Most people would be burned out from their job after working 42 years for the same company, but not Paul Toukatly. The service manager and co-owner of upstate New York's Duffy's Equipment Service remains passionate about his work and the service sector as a whole, decades later. The energy in his voice when he talks about the sector makes that clear.
Not surprisingly for an industry lifer, Toukatly got into the service sector through a family connection. His uncle, Frank Duffy, started the business more than 50 years ago. Beginning at age 12, Toukatly spent summers working for Frank as a gofer.
"I started carrying tools, running errands back and forth to the truck while he was working," Toukatly recalls. "Slowly I learned how to fix small pieces of equipment.

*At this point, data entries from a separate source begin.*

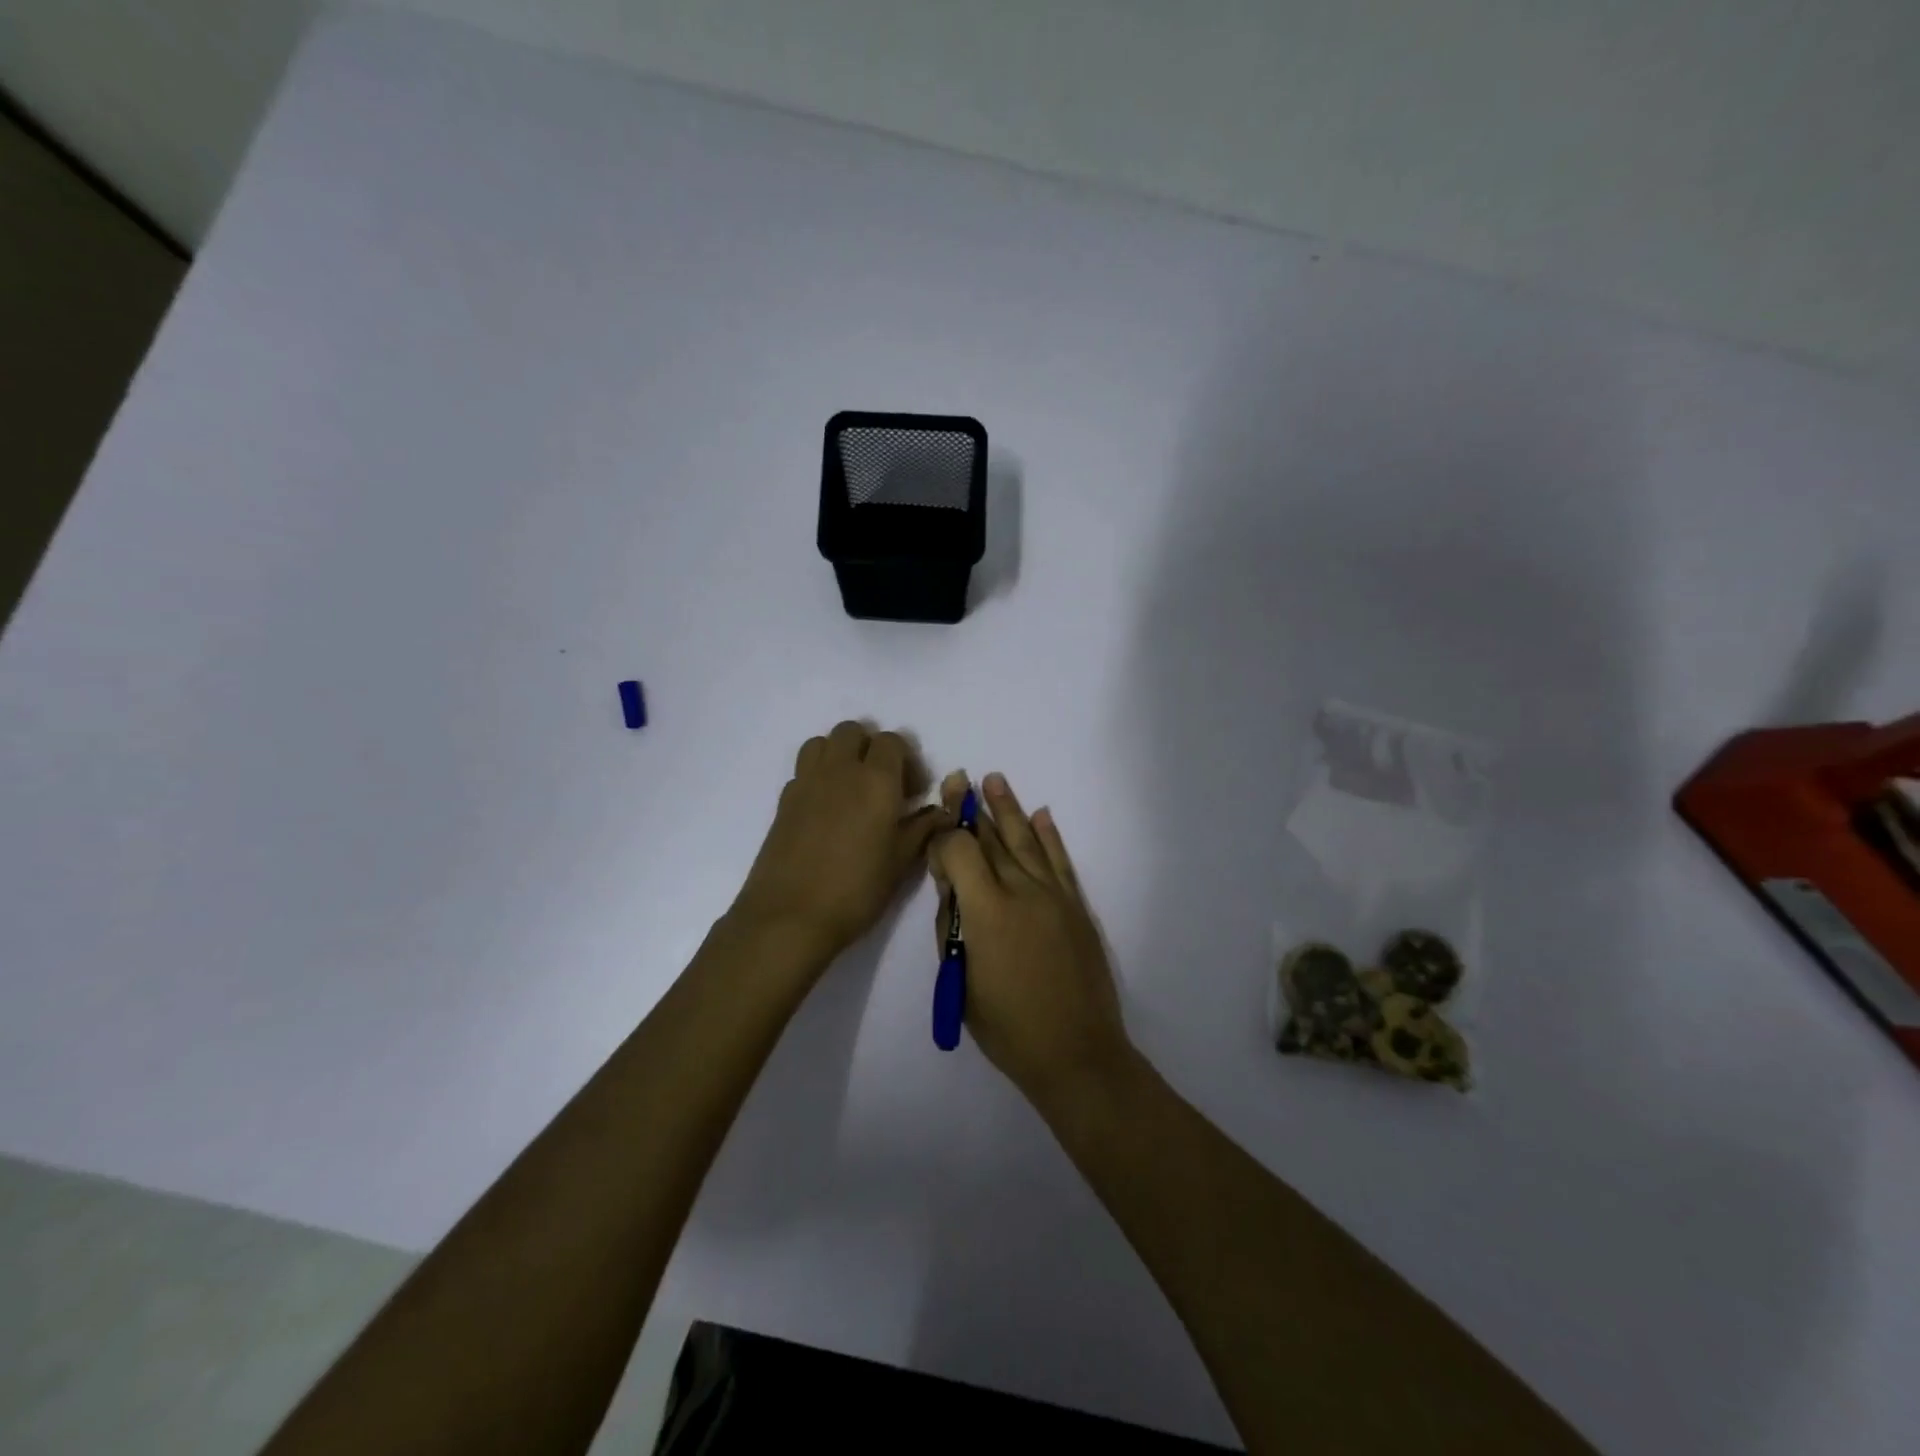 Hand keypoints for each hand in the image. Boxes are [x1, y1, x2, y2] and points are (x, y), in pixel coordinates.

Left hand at [733, 721, 946, 963]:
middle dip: (870, 748)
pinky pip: (804, 770)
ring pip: (822, 743)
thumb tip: (942, 812)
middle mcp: (839, 769)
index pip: (892, 741)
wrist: (790, 915)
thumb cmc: (856, 889)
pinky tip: (826, 811)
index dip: (906, 761)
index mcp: (875, 779)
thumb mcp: (901, 862)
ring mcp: (806, 782)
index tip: (912, 793)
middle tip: (882, 785)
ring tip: (851, 789)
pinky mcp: (784, 800)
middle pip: (852, 731)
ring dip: (839, 754)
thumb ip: (923, 829)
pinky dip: (818, 777)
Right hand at [929, 771, 1131, 1109]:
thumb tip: (951, 889)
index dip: (943, 838)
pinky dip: (1050, 836)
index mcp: (988, 910)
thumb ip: (952, 927)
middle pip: (993, 838)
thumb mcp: (960, 981)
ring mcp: (1054, 896)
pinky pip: (1061, 861)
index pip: (960, 850)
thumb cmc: (1007, 1027)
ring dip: (1010, 809)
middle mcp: (1022, 891)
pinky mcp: (1076, 907)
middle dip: (972, 808)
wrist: (1076, 1052)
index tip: (933, 839)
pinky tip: (1042, 815)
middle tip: (960, 779)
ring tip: (995, 780)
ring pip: (1027, 840) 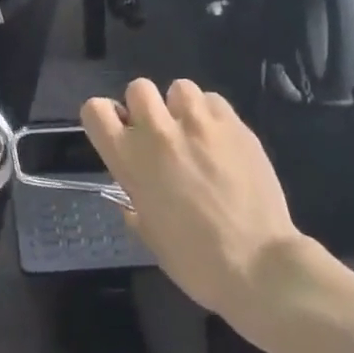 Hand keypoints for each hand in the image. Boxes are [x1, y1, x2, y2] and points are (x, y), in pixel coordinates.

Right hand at [81, 79, 303, 322]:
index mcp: (130, 159)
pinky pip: (213, 100)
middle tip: (160, 134)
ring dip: (181, 107)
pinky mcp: (234, 124)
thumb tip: (133, 195)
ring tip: (195, 133)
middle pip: (138, 87)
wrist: (258, 264)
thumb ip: (135, 203)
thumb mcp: (150, 235)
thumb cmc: (196, 261)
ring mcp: (198, 123)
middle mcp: (158, 132)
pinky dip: (211, 115)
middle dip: (145, 106)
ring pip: (179, 87)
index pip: (95, 110)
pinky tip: (221, 140)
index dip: (105, 117)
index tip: (119, 133) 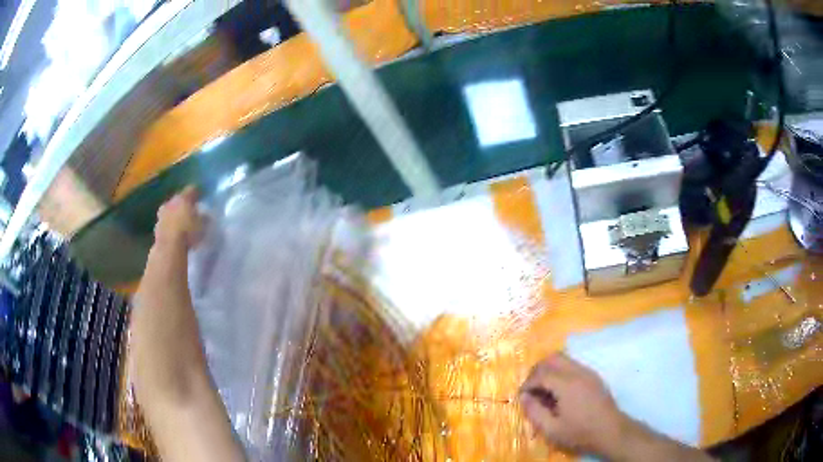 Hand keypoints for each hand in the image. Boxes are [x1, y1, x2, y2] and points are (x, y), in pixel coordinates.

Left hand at [154, 186, 204, 249]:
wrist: (169, 248)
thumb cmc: (188, 233)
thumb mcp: (202, 226)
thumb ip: (204, 218)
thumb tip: (205, 216)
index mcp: (183, 198)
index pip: (191, 189)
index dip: (197, 193)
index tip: (201, 197)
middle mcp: (171, 202)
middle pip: (178, 199)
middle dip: (184, 204)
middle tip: (190, 211)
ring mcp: (162, 214)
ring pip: (170, 210)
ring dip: (175, 215)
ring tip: (181, 223)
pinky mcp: (156, 227)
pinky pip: (165, 222)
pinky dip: (169, 226)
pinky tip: (174, 233)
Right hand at [519, 353, 627, 455]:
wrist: (610, 431)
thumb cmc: (580, 432)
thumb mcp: (552, 429)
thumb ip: (535, 412)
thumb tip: (524, 397)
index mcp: (567, 384)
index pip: (541, 374)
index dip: (528, 383)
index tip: (522, 396)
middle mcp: (578, 372)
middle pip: (553, 358)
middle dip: (537, 370)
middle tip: (531, 388)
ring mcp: (588, 372)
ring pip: (564, 359)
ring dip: (549, 369)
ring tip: (543, 390)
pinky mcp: (593, 376)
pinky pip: (573, 365)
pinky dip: (560, 372)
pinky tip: (559, 391) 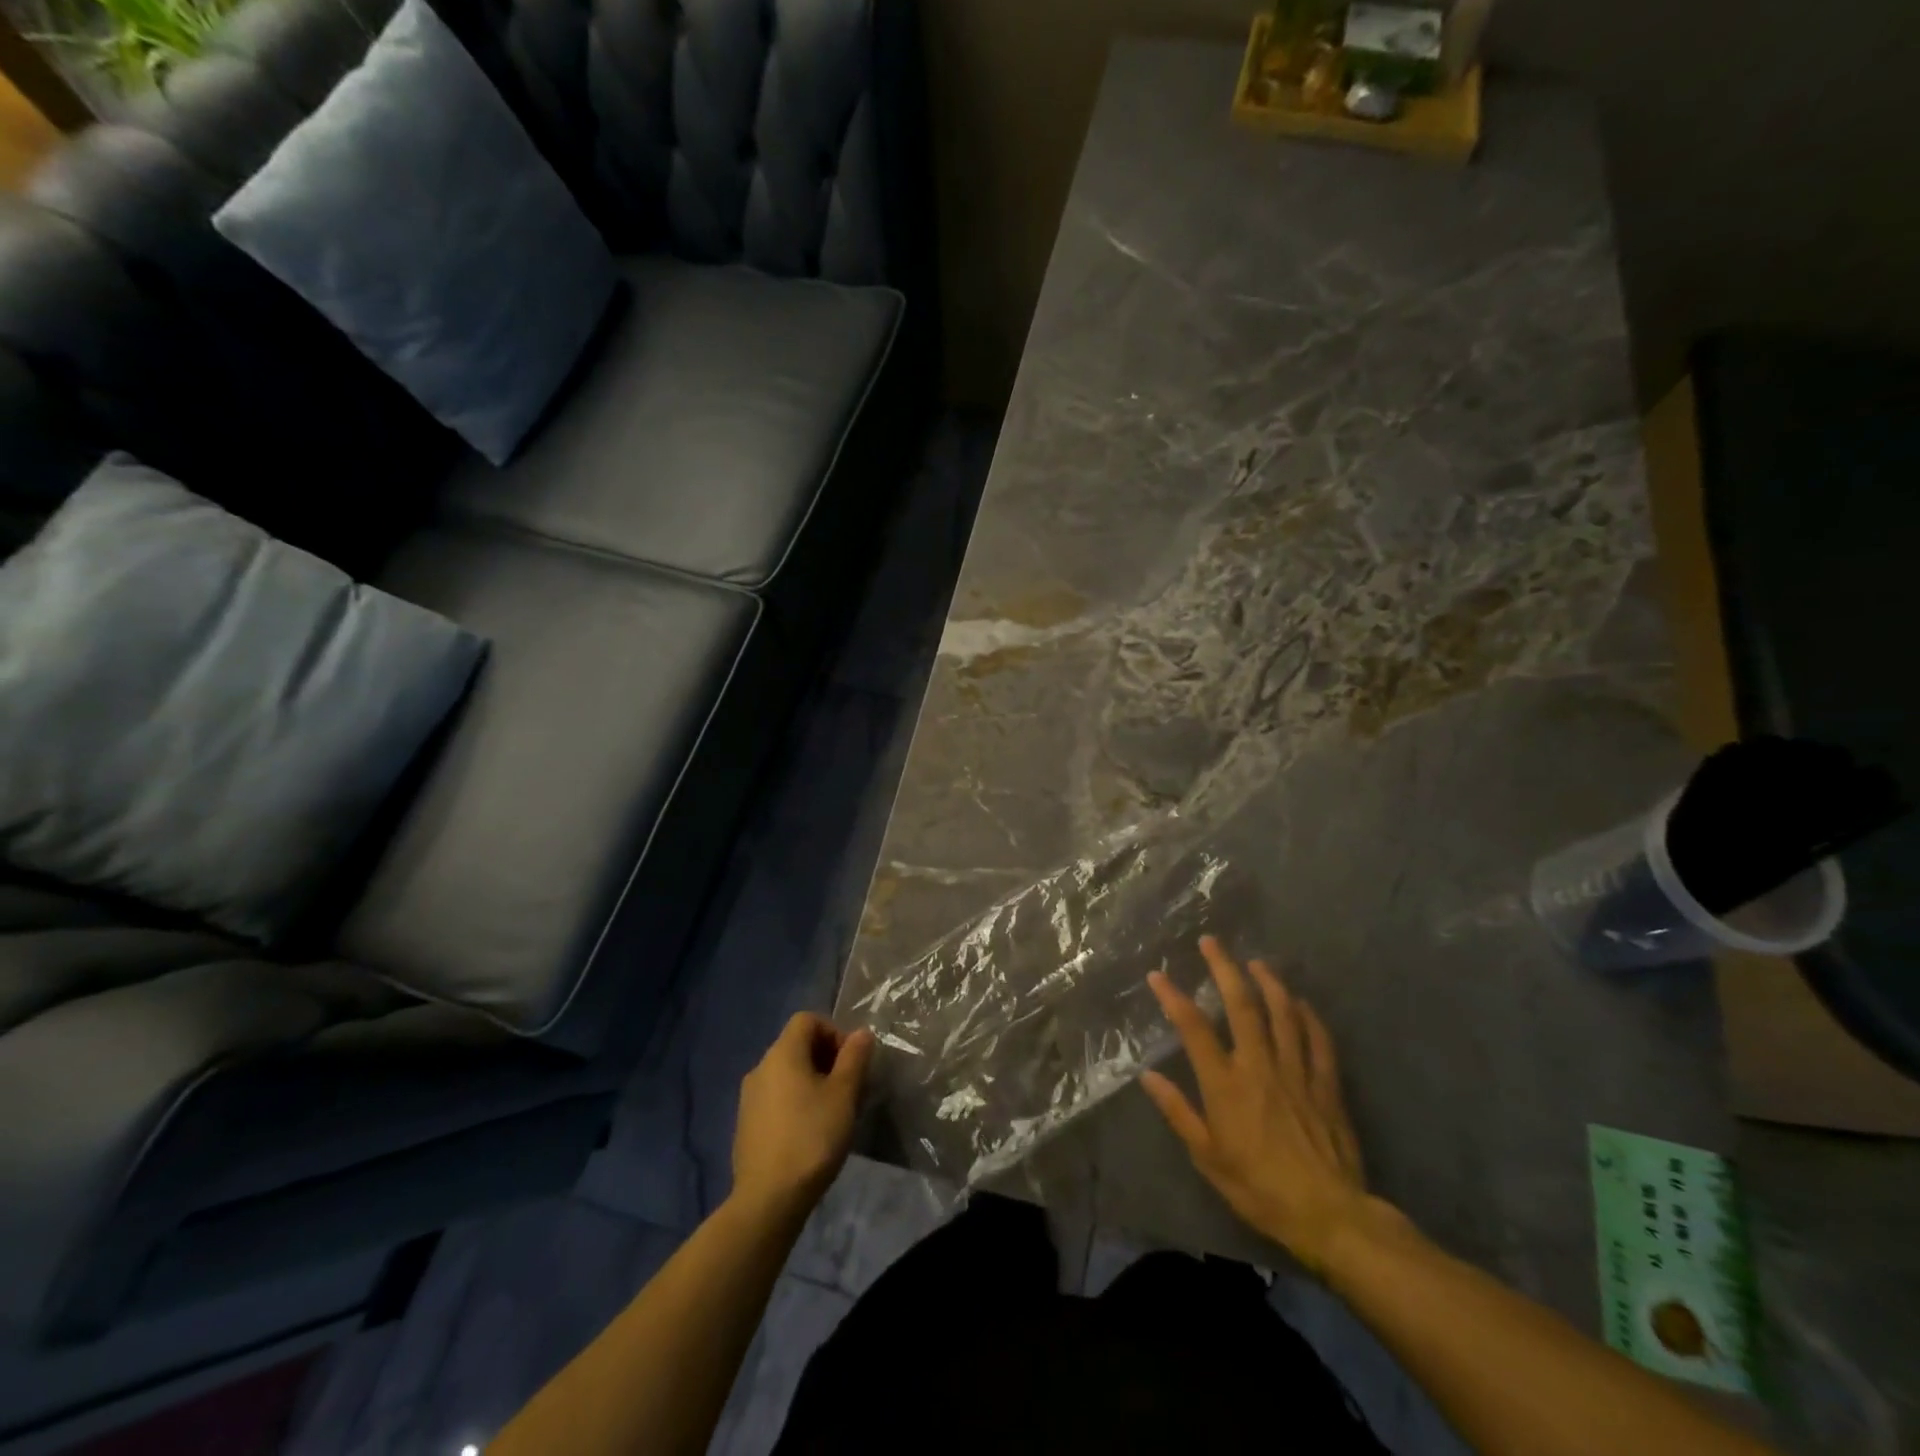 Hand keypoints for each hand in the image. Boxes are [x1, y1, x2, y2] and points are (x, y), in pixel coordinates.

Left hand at [732, 1014, 873, 1216]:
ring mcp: (749, 1098)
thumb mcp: (844, 1095)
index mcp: (782, 1054)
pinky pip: (776, 1098)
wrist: (768, 1199)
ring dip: (812, 1081)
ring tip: (833, 1112)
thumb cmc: (812, 1137)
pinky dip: (795, 1102)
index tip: (851, 1061)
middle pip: (797, 1045)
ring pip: (787, 1074)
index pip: (807, 1020)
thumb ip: (854, 1058)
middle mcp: (760, 1068)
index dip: (834, 1031)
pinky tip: (810, 1133)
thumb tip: (861, 1033)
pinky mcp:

When I could drive, he would send me out on my own."
In 1974, when Toukatly was 18, his summer job turned into a full-time position when he became one of the firm's first employees. Two years later he opened the company's first branch location in Binghamton, N.Y.
The experience served him well, Toukatly recalls. He learned how to hire, fire and manage employees, as well as build strong relationships with customers. By the time he turned 30, the branch was thriving. With just five employees, though, it had maxed out for a branch serving a town of Binghamton's size.
So, when he was offered the chance to do it all over again by opening the firm's Syracuse office, Toukatly jumped at the opportunity. A few years later, with that branch established, he became the service manager for the entire company.
Around 1990, Toukatly's relationship with the Duffy's Equipment Service fundamentally changed. That's when he, along with cousin Patrick Duffy (Frank's son), began receiving shares of stock in the firm.
As soon as they began taking ownership of the company, Toukatly says, he and Patrick began directing its future.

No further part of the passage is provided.